● DATA SECTION
↓

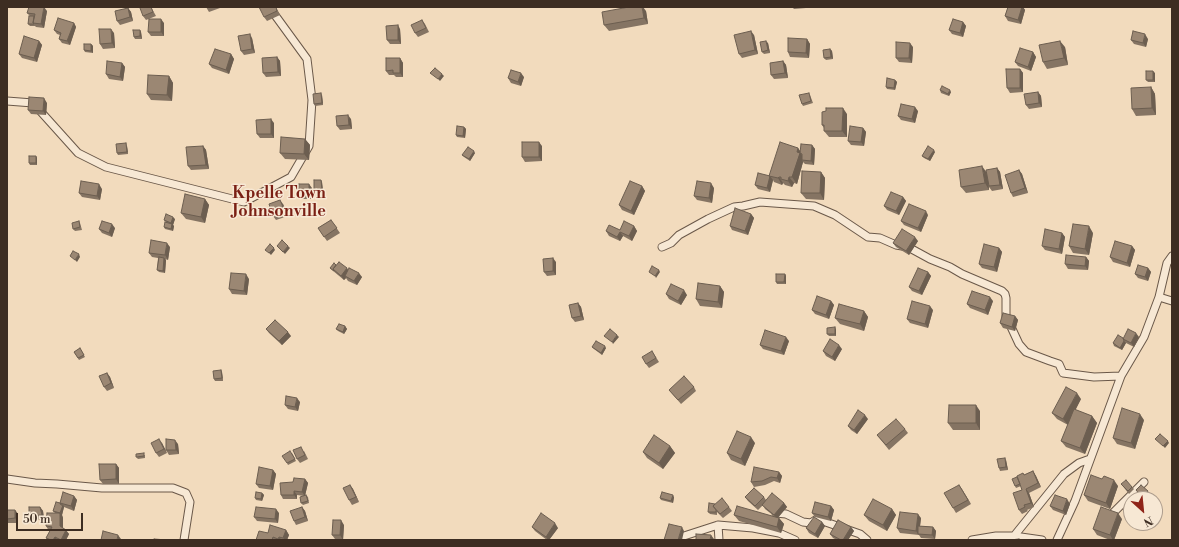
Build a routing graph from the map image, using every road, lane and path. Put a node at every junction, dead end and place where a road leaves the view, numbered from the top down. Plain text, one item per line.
1 (270, 7) edge
2 (7, 101) edge
3 (662, 247) dead end
4 (1172, 256) edge
5 (1159, 297) junction
6 (1172, 301) edge
7 (1121, 376) junction
8 (1090, 459) junction
9 (7, 479) edge
10 (1144, 482) dead end
11 (774, 505) edge
12 (718, 525) junction
13 (1104, 525) edge
14 (1014, 536) junction
15 (184, 540) edge
16 (680, 540) edge
17 (719, 540) edge
18 (795, 540) edge
19 (868, 540) edge
20 (972, 540) edge
21 (1042, 540) edge
22 (1057, 540) edge

1 - 2 street
3 - 7 street
4 - 5 street
5 - 6 street
5 - 7 street
7 - 8 street
8 - 14 street
8 - 22 street
9 - 15 street
10 - 13 street
11 - 19 street
12 - 16 street
12 - 17 street
12 - 18 street
14 - 20 street
14 - 21 street

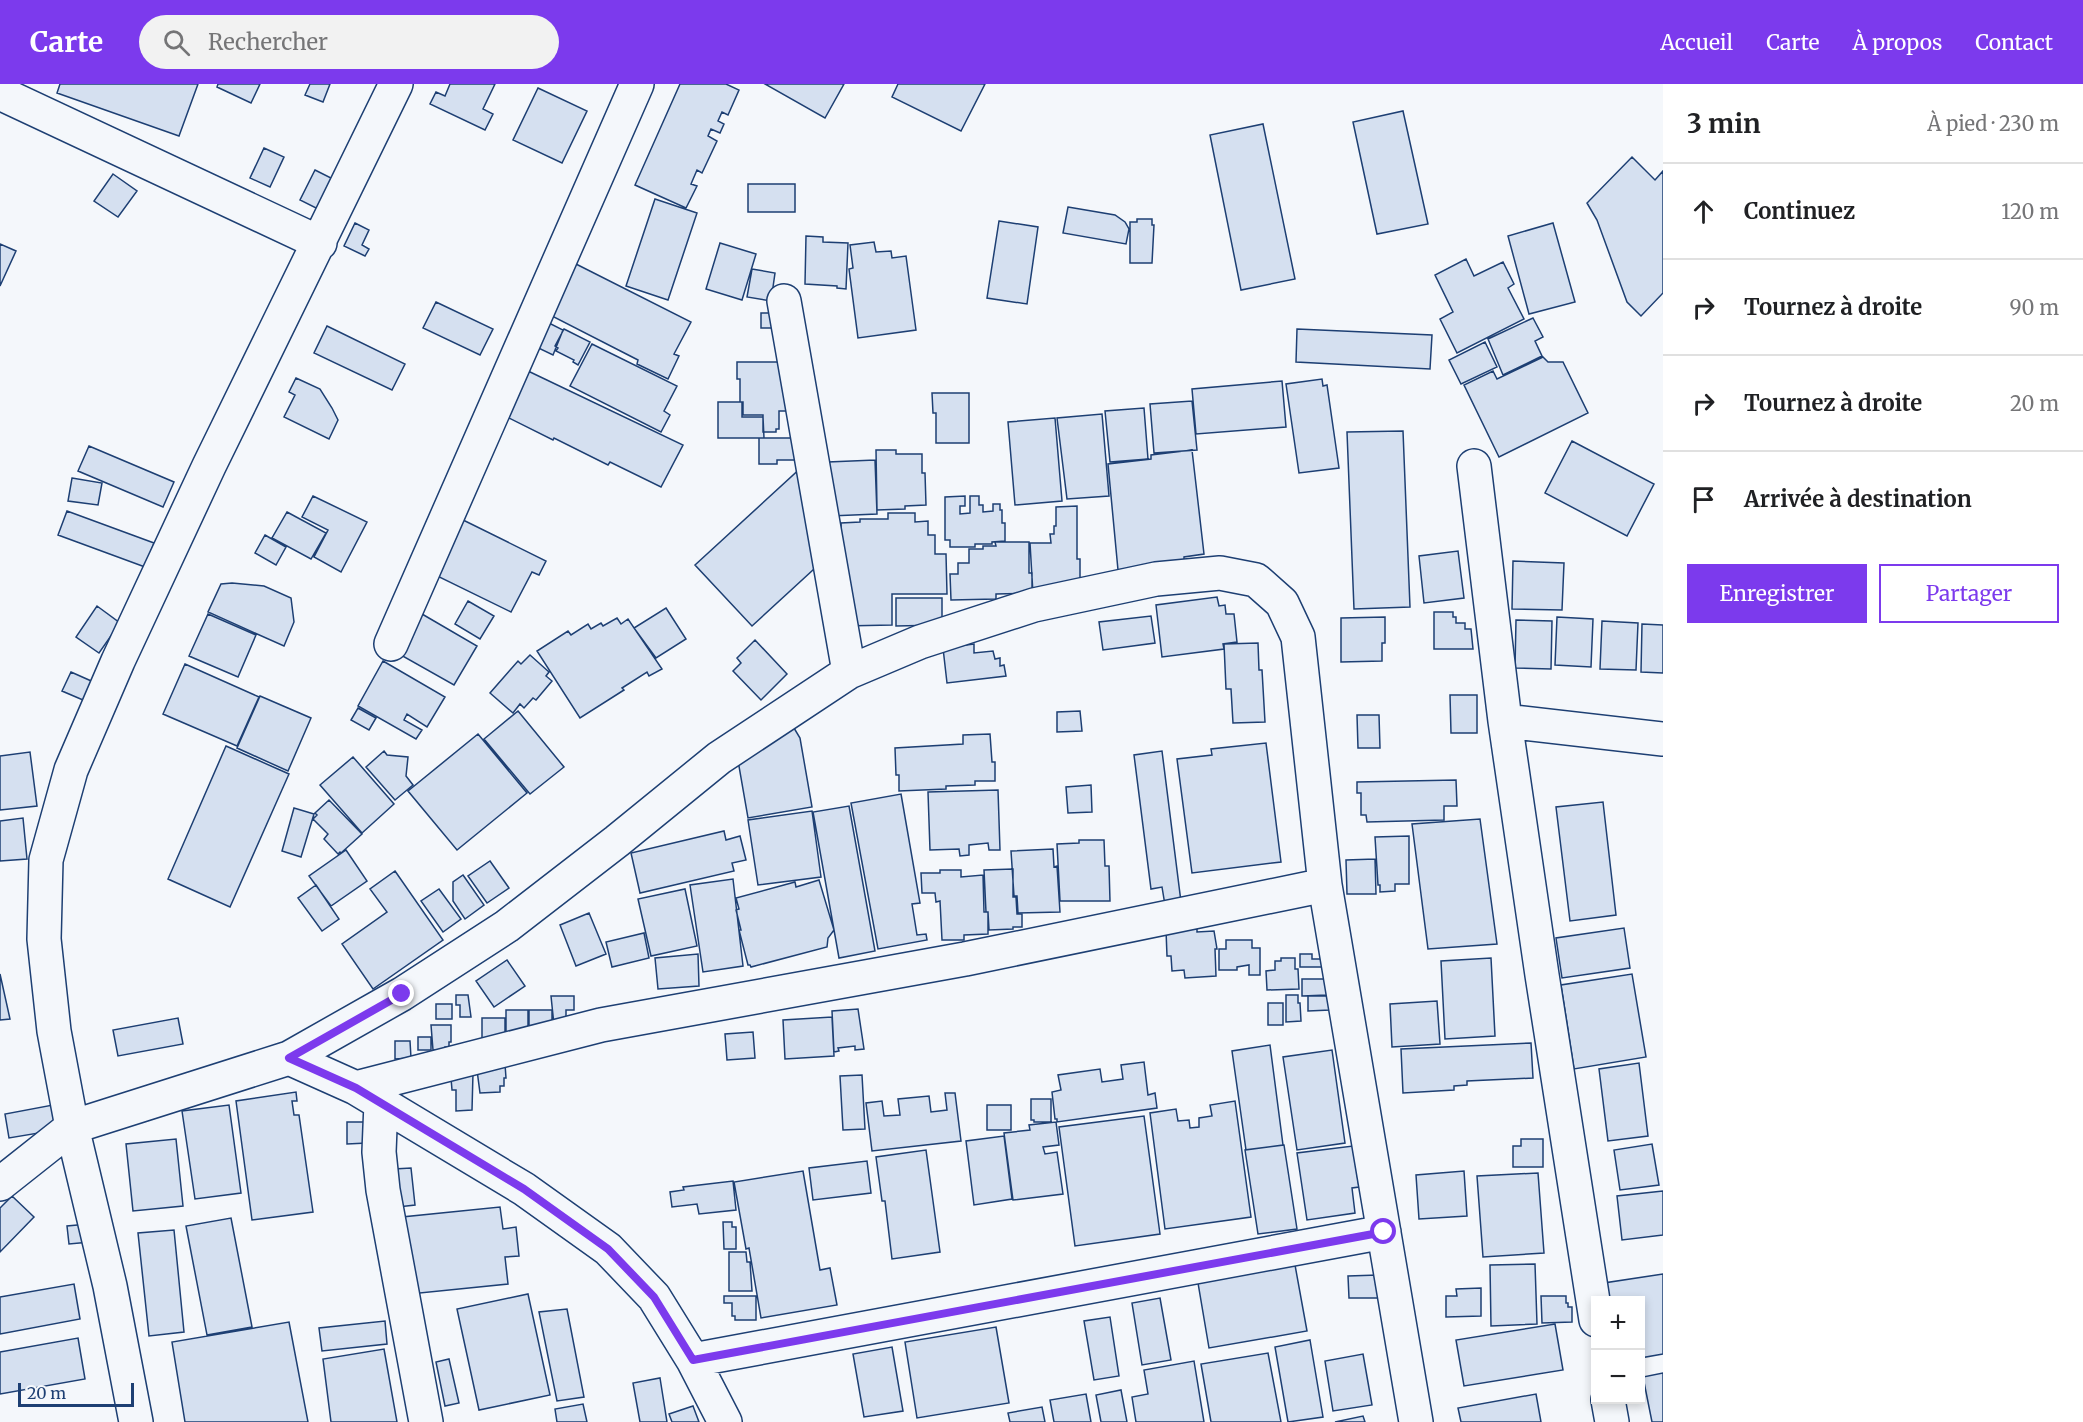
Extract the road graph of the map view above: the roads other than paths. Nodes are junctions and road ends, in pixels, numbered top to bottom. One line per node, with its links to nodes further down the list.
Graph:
1 (396, 84): 4 (street)
2 (637, 84): 7 (street)
3 (8, 100): 4 (street)
4 (320, 243): 14 (street)
5 (784, 301): 8 (street)
6 (1474, 466): 9 (street)
7 (391, 644)
8 (849, 672): 11 (street); 12 (street)
9 (1505, 722): 10 (street); 17 (street)
10 (1663, 739)
11 (1325, 885): 13 (street); 16 (street)
12 (289, 1058): 13 (street); 14 (street)
13 (369, 1095): 18 (street); 21 (street)
14 (72, 1127): 15 (street); 20 (street)
15 (0, 1184)
16 (1384, 1232): 18 (street); 23 (street)
17 (1592, 1296)
18 (693, 1360): 22 (street)
19 (1609, 1404): 24 (street)
20 (136, 1422)
21 (426, 1422)
22 (724, 1422)
23 (1416, 1422)
24 (1612, 1422)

↑

● WORK TO BE COMPLETED
Please set down every line of the listing verbatim, excluding its pictures.

● EXERCISE ANSWER
Build a routing graph from the map image, using every road, lane and path. Put a node at every junction, dead end and place where a road leaves the view, numbered from the top down. Plain text, one item per line.
1 (270, 7) edge
2 (7, 101) edge
3 (662, 247) dead end
4 (1172, 256) edge
5 (1159, 297) junction
6 (1172, 301) edge
7 (1121, 376) junction
8 (1090, 459) junction
9 (7, 479) edge
10 (1144, 482) dead end
11 (774, 505) edge
12 (718, 525) junction
13 (1104, 525) edge
14 (1014, 536) junction
15 (184, 540) edge
16 (680, 540) edge
17 (719, 540) edge
18 (795, 540) edge
19 (868, 540) edge
20 (972, 540) edge
21 (1042, 540) edge
22 (1057, 540) edge

1 - 2 street
3 - 7 street
4 - 5 street
5 - 6 street
5 - 7 street
7 - 8 street
8 - 14 street
8 - 22 street
9 - 15 street
10 - 13 street
11 - 19 street
12 - 16 street
12 - 17 street
12 - 18 street
14 - 20 street
14 - 21 street

Extract the road graph of the map view above: the roads other than paths. Nodes are junctions and road ends, in pixels, numbered top to bottom. One line per node, with its links to nodes further down the list.
Graph:
1 (396, 84): 4 (street)
2 (637, 84): 7 (street)
3 (8, 100): 4 (street)
4 (320, 243): 14 (street)
5 (784, 301): 8 (street)
6 (1474, 466): 9 (street)
7 (391, 644)
8 (849, 672): 11 (street); 12 (street)
9 (1505, 722): 10 (street); 17 (street)
10 (1663, 739)
11 (1325, 885): 13 (street); 16 (street)
12 (289, 1058): 13 (street); 14 (street)
13 (369, 1095): 18 (street); 21 (street)
14 (72, 1127): 15 (street); 20 (street)
15 (0, 1184)
16 (1384, 1232): 18 (street); 23 (street)
17 (1592, 1296)
18 (693, 1360): 22 (street)
19 (1609, 1404): 24 (street)
20 (136, 1422)
21 (426, 1422)
22 (724, 1422)
23 (1416, 1422)
24 (1612, 1422)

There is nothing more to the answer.